Here’s what’s on my bedside table right now:
The Light At The Bottom Of The World: My friend London Shah wrote this futuristic YA thriller and it’s just stunning. She’s such a beautiful writer, I love the main character Layla McQueen, and it’s beyond a page-turner with a serious cliffhanger.
Shadow and Bone: I just finished reading the first book in the Shadow and Bone trilogy on the plane back from YALLfest and I am addicted! I bought Siege and Storm today while I was at a bookstore signing stock of All-American Muslim Girl and I also bought Ninth House a few days ago, which I only started reading tonight and am literally about 3 pages in. My university had a fancy secret society that everybody on campus was fascinated with, and I’ve always loved the lore of Skull & Bones, so I’m excited to dig in.
American Royals: I love anything royalty-related: not only was my first YA novel Romancing The Throne set in the world of royalty (about two sisters at a British boarding school with the future King) but I actually used to work for a British royal many, many moons ago. (Shh.) I sped through this book one night after getting home from YALLfest.
2. You’re a prolific writer, having written three previous books and over two hundred articles for Town & Country, Self, Food & Wine, Harper’s Bazaar, Vanity Fair online, Vogue online, Oprah Magazine online and more. How did writing All-American Muslim Girl differ from your many other writing projects?
My first two books were written in my twenties, and they’re also for older readers: the first book was a non-fiction beauty guide called Beauty Confidential that I sold when I was twenty-four, and the second was a beach book-type novel called Confessions of a Beauty Addict, based upon the years I spent as a beauty editor in New York and my subsequent splashy outing as a popular, super-secret mystery blogger. There was a big gap in the middle while I figured out life, dealt with the death of my mother, traveled, and met my husband, so Romancing the Throne didn’t come out until almost a decade after my first book. It was also my first YA novel, so was a complete introduction to the world. I think, if I were writing that book today — even though it’s only a few years old! — I would approach it completely differently. But it’s still a fun book, and I’m proud of it.

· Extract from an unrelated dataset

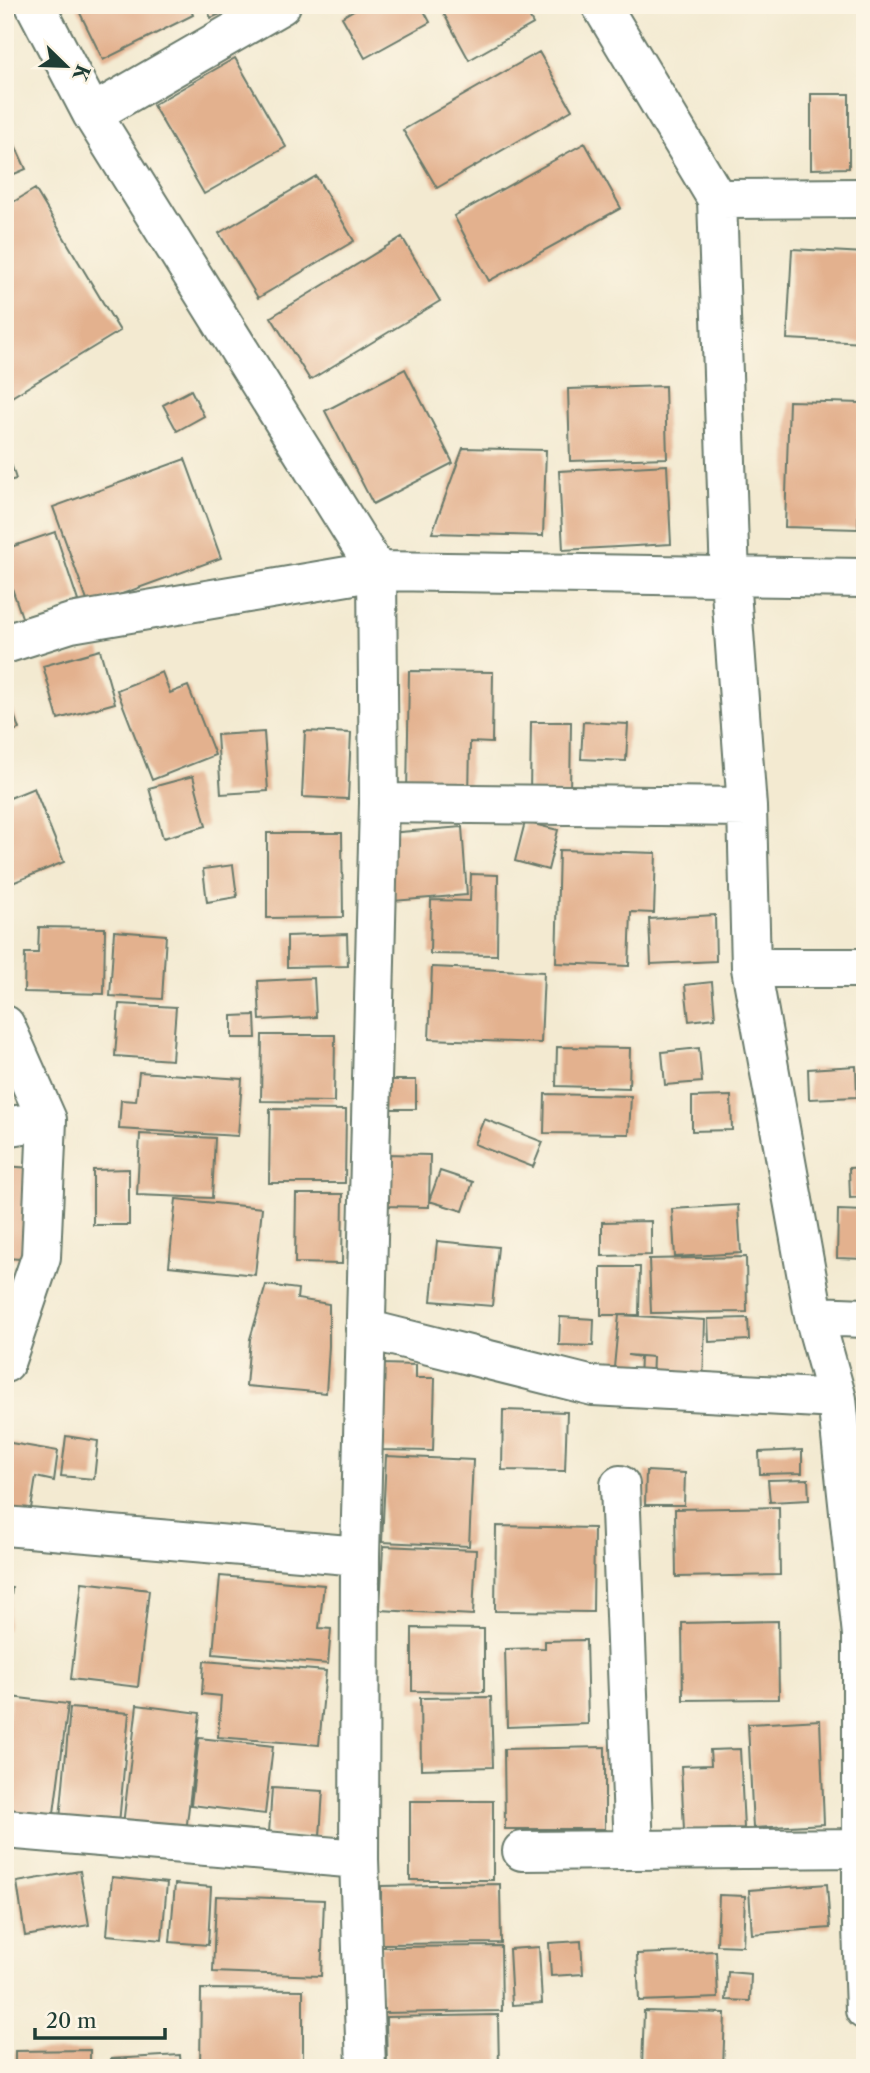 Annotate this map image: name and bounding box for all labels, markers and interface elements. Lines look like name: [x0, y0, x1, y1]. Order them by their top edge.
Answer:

As far as All-American Muslim Girl, it’s by far the most personal thing I’ve ever written — even more so than some of the various freelance essays I’ve written. Writing this book was like giving birth. There are so few Muslim stories, so there’s so much pressure to be THE Muslim story that can represent everybody, and that’s obviously not possible. It was hugely important to me to get it right.
3. At the outset of All-American Muslim Girl, Allie struggles with feeling disconnected from her faith, her heritage and her history. She isn’t fluid in Arabic or Circassian like her cousins, is unfamiliar with the Qur’an and often worries she’s not “Muslim enough”. It’s this journey of self-discovery that propels the novel forward as Allie undertakes an exploration of Islam and what being a Muslim means to her. In the process, Allie actively challenges and disproves misconceptions and prejudices held by her peers and others in her life when they learn of her chosen path. What’s something you wish more people knew or understood about Islam and what it means to be Muslim?
I get frustrated when people seem to think that Muslims can only be one way, look one way, act one way. We are the world’s second largest religion! There are nearly two billion of us on the planet! It’s an issue both within and outside of the Muslim community, with pressure put on us by other Muslims and non-Muslims alike. In the book, I talk about how there’s this misconception for some that if you don’t practice perfectly, you shouldn’t be practicing at all or don’t have the right to call yourself a Muslim, and I personally think that couldn’t be further from the truth. Everybody’s religious journey is between them and God alone. It was important for me not to center the white, Western gaze too much with this book, and to write something that other Muslims could relate to and feel seen by, but I do find it gratifying that a lot of non-Muslims have told me how much this book educated them. There is so much misinformation, fear and prejudice surrounding our beautiful religion, and one of the points I try to hammer home is how genuinely feminist it is: women in Islam were among the first in the world to own property and we don’t traditionally take our husbands’ names, for example. The issues that non-Muslims finger point at and say “Muslim women are oppressed!” have nothing to do with the actual religion and everything to do with patriarchy in societies where the religion is manipulated for gain. I mean, we as Americans are going through a dark time in our history as it pertains to women’s bodies, women’s choices, and women’s credibility, sadly and infuriatingly.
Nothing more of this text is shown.